> _Instructions for the task_
Across the entries below, how many lines include "中投東路二段"? Give the number and nothing else.
════
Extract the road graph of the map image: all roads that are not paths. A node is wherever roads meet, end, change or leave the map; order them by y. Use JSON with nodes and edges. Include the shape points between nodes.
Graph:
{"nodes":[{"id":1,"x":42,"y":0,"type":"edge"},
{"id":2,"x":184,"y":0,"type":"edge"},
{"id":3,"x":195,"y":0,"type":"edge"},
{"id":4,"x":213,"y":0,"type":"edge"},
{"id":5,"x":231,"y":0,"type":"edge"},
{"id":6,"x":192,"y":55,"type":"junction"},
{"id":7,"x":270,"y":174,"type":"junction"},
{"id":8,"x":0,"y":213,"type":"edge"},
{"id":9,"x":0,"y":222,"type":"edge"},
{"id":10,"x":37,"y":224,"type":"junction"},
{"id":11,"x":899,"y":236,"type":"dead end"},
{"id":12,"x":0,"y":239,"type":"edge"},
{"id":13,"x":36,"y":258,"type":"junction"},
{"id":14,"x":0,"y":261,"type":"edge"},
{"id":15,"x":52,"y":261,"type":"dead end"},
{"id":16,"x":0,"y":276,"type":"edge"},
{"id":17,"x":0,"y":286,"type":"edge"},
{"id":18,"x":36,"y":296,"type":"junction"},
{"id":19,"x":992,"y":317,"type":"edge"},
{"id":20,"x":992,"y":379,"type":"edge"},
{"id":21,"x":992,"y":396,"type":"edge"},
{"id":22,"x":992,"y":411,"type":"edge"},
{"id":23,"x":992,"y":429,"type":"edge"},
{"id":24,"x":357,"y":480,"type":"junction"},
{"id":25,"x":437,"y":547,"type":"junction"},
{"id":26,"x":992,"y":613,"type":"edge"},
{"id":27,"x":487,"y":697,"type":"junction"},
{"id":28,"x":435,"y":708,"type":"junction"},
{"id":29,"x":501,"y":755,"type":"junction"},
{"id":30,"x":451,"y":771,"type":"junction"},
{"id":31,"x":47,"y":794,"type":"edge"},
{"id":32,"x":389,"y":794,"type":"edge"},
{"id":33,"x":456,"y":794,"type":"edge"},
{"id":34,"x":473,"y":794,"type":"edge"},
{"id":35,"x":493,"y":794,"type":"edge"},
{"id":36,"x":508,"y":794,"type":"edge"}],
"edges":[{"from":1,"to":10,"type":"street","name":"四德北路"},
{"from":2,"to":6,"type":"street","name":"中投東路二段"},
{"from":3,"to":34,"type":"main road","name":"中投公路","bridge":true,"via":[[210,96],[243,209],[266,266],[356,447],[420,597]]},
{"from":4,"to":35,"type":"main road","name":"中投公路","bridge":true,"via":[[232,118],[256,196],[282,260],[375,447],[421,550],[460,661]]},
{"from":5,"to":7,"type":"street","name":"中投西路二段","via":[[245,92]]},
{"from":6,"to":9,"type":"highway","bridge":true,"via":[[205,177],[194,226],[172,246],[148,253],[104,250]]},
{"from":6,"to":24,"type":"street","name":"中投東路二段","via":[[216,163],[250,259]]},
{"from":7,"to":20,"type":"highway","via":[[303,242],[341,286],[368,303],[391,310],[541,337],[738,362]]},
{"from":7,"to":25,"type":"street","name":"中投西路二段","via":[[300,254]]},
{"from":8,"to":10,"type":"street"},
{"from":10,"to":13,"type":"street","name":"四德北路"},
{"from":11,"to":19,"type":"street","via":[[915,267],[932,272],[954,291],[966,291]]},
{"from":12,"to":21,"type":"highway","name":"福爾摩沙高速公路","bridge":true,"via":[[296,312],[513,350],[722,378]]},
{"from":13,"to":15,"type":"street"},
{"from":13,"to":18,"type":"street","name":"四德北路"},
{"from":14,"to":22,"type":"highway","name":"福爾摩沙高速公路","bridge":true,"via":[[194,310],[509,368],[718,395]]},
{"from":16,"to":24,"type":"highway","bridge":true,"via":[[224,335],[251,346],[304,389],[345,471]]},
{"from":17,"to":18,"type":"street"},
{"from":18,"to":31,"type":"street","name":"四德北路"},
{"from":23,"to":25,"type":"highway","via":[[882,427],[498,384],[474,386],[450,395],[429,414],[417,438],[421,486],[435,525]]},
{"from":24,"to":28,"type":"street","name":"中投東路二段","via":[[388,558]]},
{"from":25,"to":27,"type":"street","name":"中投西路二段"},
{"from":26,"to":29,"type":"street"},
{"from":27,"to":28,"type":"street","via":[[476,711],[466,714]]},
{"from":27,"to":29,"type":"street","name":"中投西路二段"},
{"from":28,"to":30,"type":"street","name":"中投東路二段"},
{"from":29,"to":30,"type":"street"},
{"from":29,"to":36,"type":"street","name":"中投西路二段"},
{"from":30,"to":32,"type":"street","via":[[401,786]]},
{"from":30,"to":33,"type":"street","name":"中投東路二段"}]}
════
> _Result_
5